Task inputs.

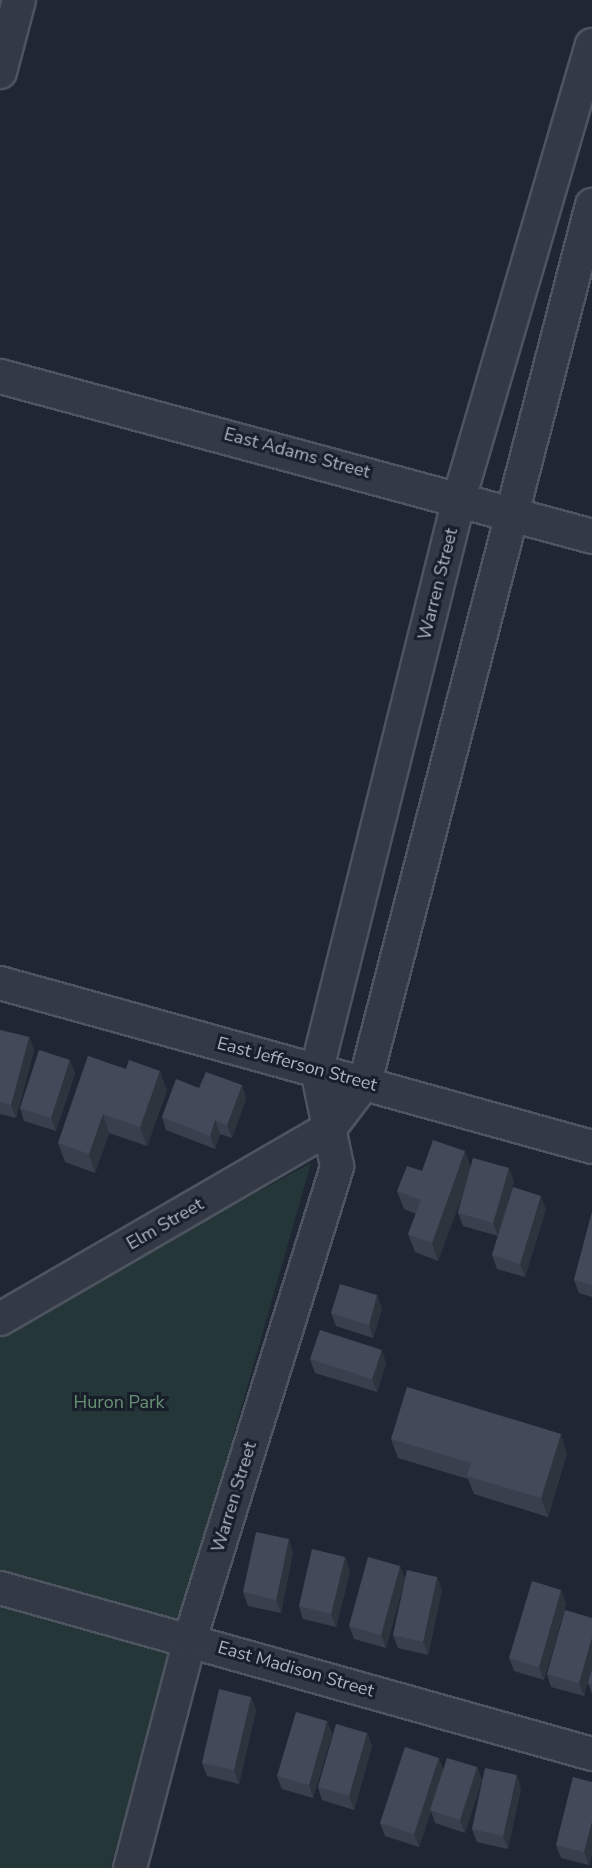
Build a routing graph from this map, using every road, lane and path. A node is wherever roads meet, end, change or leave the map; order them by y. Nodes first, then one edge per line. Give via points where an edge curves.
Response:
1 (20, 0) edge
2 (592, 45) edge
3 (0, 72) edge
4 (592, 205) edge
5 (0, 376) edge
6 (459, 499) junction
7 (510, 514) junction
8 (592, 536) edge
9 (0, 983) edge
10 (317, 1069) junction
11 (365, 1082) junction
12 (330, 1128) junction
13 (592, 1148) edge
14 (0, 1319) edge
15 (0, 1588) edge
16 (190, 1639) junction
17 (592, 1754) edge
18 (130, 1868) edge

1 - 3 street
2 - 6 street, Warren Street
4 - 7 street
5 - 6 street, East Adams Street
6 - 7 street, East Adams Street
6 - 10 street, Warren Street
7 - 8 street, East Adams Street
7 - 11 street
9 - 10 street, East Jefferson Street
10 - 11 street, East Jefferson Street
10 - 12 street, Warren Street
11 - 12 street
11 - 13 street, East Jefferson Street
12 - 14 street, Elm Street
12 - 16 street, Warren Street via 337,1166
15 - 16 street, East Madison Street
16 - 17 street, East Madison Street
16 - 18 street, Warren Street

Action item.
Your copy must reproduce the entries above in full, without their pictures.

Output.
Build a routing graph from this map, using every road, lane and path. A node is wherever roads meet, end, change or leave the map; order them by y. Nodes first, then one edge per line. Give via points where an edge curves.
Response:
1 (20, 0) edge
2 (592, 45) edge
3 (0, 72) edge
4 (592, 205) edge
5 (0, 376) edge
6 (459, 499) junction
7 (510, 514) junction
8 (592, 536) edge
9 (0, 983) edge
10 (317, 1069) junction
11 (365, 1082) junction
12 (330, 1128) junction
13 (592, 1148) edge
14 (0, 1319) edge
15 (0, 1588) edge
16 (190, 1639) junction
17 (592, 1754) edge
18 (130, 1868) edge

1 - 3 street
2 - 6 street, Warren Street
4 - 7 street
5 - 6 street, East Adams Street
6 - 7 street, East Adams Street
6 - 10 street, Warren Street
7 - 8 street, East Adams Street
7 - 11 street
9 - 10 street, East Jefferson Street
10 - 11 street, East Jefferson Street
10 - 12 street, Warren Street
11 - 12 street
11 - 13 street, East Jefferson Street
12 - 14 street, Elm Street
12 - 16 street, Warren Street via 337,1166
15 - 16 street, East Madison Street
16 - 17 street, East Madison Street
16 - 18 street, Warren Street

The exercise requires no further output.